Pada puisi berikutnya,
kisah hidup bunga yang dianggap menemui ajalnya.
BUNGA, 3
seuntai
kuntum melati yang di ranjang itu sudah berwarna coklat ketika tercium udara
subuh dan terdengar ketukan di pintu
tak ada
sahutan
seuntai
kuntum melati itu sudah kering: wanginya mengeras di empat penjuru dan menjelma
kristal-kristal di udara ketika terdengar ada yang memaksa membuka pintu
lalu
terdengar seperti gema "hai, siapa gerangan yang telah membawa pergi jasadku?"
Puisi bunga 3 ini seolah menjadi penutup puisi-puisi
bunga dalam kumpulan sajak Sapardi. Berbeda dengan kisah-kisah sebelumnya yang
membahas keegoisan dan kisah cinta sekuntum bunga maka pada puisi ini Sapardi
menceritakan akhir hidup sekuntum bunga sekaligus menjadi penutup
kisah-kisahnya. Sapardi terasa tidak berlebihan memilih menggunakan kata seuntai
kuntum melati sebagai penggambaran tubuh seseorang yang telah berjasa bagi
orang lain atau membahagiakan orang lain karena sifatnya yang berbudi. Melati
dikenal dengan baunya yang harum dan warnanya yang putih bersih. Tetapi melati
itu sudah berwarna coklat, artinya ia telah membusuk. Jasad yang telah membusuk
dan baru diketahui keesokan pagi ketika ada orang mengetuk pintu tempat jasat
itu tergolek.
Seuntai
kuntum melati yang di ranjang itu sudah berwarna coklat ketika tercium udara
subuh dan terdengar ketukan di pintu
tak ada
sahutan
Di larik berikutnya Sapardi seolah melakukan repetisi dan
menunjukkan makna yang lebih dalam. Sosok tubuh yang sudah tak bernyawa telah
lama tidak terurus sehingga bau busuknya menyebar di seluruh ruangan dan wanginya
menjadi polusi di udara yang bersih dan tidak kunjung hilang.
seuntai
kuntum melati itu sudah kering: wanginya mengeras di empat penjuru dan menjelma
kristal-kristal di udara ketika terdengar ada yang memaksa membuka pintu
Dan di
larik terakhir, larik dengan kata yang mengejutkan.
lalu
terdengar seperti gema "hai, siapa gerangan yang telah membawa pergi
jasadku?"
Ia (bunga melati)
seolah tidak terima dengan kematiannya, ia ingin kembali pada tubuhnya, masih
ingin hidup, kembali berbuat baik kepada orang lain kembali berguna bagi orang
lain. Tetapi seperti gema, keinginannya itu berulang tanpa jawaban.

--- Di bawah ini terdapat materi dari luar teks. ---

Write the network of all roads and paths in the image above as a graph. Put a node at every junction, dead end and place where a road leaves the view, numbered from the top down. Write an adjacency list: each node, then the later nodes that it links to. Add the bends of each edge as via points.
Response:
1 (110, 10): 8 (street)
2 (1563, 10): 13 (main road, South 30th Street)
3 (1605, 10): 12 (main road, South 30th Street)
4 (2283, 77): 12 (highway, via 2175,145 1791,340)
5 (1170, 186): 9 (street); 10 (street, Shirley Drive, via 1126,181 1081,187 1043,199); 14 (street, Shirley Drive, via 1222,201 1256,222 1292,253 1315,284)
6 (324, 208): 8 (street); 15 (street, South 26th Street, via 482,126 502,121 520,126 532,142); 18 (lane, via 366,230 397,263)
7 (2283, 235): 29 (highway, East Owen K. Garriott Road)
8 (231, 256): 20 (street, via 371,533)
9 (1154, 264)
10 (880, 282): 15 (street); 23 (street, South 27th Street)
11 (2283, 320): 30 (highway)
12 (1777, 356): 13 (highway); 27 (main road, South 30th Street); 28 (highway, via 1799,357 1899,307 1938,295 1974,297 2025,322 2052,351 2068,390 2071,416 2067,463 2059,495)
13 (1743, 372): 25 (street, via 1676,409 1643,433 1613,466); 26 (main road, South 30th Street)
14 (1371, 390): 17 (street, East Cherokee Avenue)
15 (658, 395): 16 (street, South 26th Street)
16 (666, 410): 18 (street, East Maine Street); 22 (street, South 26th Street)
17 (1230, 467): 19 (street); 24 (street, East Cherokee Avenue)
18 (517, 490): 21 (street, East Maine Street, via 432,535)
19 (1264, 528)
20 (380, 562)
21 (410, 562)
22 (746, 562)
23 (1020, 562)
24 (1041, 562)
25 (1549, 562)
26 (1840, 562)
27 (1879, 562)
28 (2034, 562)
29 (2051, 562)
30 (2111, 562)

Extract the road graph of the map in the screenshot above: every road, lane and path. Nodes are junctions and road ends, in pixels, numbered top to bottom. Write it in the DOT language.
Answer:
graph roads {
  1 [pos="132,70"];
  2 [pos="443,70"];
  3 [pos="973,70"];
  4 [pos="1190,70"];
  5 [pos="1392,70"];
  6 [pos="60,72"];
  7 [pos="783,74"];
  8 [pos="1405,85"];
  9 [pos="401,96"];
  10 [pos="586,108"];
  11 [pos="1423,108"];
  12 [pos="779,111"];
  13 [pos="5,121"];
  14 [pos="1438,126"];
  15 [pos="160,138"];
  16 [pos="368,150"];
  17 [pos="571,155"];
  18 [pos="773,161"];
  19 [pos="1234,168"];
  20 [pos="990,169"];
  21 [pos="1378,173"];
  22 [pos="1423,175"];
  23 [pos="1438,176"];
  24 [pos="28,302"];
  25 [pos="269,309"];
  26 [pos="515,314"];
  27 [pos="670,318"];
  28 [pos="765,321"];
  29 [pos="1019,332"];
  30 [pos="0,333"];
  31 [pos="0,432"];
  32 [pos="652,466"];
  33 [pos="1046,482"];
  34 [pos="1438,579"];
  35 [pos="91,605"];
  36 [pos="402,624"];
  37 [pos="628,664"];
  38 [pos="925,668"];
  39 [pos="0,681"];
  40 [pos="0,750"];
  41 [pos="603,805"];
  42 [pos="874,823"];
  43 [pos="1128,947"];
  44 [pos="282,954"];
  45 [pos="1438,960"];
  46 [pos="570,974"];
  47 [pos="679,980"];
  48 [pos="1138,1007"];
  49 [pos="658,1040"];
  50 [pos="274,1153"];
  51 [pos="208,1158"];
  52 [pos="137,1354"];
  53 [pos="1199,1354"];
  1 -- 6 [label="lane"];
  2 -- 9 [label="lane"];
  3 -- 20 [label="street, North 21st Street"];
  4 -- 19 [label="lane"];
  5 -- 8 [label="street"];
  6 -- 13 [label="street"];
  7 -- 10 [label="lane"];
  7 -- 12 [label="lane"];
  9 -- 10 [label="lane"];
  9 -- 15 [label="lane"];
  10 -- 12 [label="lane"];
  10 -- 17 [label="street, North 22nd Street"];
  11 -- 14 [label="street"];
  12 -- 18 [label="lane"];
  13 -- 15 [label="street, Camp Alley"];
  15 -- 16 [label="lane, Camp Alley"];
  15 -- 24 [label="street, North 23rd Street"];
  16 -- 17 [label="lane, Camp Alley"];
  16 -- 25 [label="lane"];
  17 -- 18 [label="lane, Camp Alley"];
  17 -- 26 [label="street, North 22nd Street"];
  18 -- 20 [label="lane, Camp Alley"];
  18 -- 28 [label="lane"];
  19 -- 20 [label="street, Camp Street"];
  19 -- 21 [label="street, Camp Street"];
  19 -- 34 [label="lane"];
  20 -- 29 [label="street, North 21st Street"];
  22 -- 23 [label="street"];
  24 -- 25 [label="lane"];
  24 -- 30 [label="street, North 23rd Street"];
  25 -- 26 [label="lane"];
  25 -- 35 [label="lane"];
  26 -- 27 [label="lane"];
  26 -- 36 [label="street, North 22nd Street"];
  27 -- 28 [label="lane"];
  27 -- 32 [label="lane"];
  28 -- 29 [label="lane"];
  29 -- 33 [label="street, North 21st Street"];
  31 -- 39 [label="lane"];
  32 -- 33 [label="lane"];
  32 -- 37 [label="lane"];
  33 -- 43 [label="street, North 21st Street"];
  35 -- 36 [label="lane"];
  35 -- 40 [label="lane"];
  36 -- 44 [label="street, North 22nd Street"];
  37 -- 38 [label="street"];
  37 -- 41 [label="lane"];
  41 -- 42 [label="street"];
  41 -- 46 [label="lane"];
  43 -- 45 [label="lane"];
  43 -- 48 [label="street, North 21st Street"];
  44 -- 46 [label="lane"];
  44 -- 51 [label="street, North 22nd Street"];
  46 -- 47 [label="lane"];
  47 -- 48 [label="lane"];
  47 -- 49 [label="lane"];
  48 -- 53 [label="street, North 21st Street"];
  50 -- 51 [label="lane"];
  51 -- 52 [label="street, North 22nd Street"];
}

Begitulah kisah-kisah kehidupan yang
sering kali dimainkan oleh Sapardi. Banyak puisinya yang bahkan sangat sulit
ditembus, karena begitu dalam makna yang dikehendakinya namun hal itu justru
tersimpan dalam gaya bahasa yang sederhana dan nyaris tak terduga arahnya. Dalam puisi lain Sapardi
senang bermain teka-teki. Seperti pada puisi Sapardi pada umumnya, diperlukan
jalan memutar yang jauh untuk menemukan petunjuk dari maksud puisinya. Jalan
lingkar itu menjadi sulit disaat pembaca terjebak kesederhanaan bahasa
puisinya. Dalam sekali baca mungkin tidak tersirat apa pun di dalamnya, tetapi
ketika dicermati akan terdapat kejelasan dari gambaran bahasa yang sederhana
itu. Bahwasanya ada hal yang luar biasa dalam kesederhanaan tersebut.
DAFTAR
RUJUKAN
Aminuddin. 2010. Pengantar
Apresiasi Karya Sastra. Bandung: Sinar Baru Algensindo.
Siswanto, Wahyudi. 2008. Pengantar Teori Sastra. Jakarta: PT Grasindo.